INFORMATION SUPPLIED:
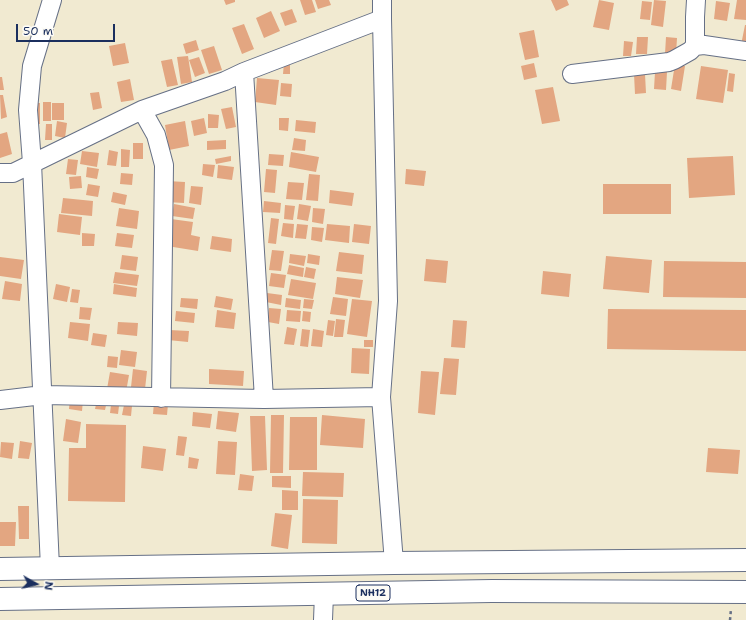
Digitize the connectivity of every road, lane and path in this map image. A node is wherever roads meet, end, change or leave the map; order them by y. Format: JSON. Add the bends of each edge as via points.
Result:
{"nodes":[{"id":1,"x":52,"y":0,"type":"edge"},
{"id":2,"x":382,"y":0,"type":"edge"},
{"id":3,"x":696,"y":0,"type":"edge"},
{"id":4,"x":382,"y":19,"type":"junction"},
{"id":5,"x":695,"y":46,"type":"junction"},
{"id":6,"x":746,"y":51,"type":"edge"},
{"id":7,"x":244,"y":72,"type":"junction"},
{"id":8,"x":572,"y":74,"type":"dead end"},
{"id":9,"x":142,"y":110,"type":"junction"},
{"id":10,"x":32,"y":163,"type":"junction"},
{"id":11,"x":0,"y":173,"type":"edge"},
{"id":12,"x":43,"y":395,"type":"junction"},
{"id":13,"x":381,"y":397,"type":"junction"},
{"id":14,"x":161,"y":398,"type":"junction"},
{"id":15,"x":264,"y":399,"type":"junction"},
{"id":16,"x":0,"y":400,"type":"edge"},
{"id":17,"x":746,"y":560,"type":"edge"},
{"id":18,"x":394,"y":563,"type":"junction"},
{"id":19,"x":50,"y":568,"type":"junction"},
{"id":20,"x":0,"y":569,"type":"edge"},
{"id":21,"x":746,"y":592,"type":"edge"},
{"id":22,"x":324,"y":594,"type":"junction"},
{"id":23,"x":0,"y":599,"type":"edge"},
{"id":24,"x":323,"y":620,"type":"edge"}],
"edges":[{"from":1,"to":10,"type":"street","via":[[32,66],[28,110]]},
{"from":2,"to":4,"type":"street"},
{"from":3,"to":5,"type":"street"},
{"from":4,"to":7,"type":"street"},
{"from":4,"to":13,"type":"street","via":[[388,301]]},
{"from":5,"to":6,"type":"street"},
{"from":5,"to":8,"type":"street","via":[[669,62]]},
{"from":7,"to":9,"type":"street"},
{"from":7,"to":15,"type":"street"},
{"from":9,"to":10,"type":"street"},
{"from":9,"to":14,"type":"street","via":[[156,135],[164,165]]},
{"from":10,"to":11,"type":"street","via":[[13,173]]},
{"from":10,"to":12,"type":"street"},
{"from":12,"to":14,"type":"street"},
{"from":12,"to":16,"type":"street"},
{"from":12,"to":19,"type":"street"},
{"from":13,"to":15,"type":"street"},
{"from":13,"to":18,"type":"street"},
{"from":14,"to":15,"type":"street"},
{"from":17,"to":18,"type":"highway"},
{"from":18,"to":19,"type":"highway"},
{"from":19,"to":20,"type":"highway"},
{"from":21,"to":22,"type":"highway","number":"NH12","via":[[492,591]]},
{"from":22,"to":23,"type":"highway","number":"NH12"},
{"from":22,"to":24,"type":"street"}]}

WORK REQUIRED: Would you please copy every line in the data that contains the word "number"?

RESPONSE:
{"from":21,"to":22,"type":"highway","number":"NH12","via":[[492,591]]},
{"from":22,"to":23,"type":"highway","number":"NH12"},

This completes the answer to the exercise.